TASK PROMPT.
Go through the lines below. Copy those with "Ломоносова".

Dataset entries.
————
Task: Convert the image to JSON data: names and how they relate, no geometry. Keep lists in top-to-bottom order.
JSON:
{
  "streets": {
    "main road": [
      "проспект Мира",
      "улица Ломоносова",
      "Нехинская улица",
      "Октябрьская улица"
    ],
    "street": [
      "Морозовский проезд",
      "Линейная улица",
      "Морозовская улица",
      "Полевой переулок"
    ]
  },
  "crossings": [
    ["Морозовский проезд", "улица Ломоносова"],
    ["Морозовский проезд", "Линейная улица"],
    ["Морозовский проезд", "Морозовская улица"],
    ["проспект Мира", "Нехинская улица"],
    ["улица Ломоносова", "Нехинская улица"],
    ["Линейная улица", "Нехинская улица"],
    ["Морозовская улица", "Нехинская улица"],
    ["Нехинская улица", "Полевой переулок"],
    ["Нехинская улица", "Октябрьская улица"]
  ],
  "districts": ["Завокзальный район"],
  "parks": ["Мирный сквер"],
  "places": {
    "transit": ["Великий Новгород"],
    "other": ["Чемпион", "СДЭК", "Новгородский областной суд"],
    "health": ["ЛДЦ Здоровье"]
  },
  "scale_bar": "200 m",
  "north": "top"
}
————
TASK OUTPUT.
      "улица Ломоносова",
    ["Морозовский проезд", "улица Ломоносова"],
    ["улица Ломоносова", "Нехинская улица"],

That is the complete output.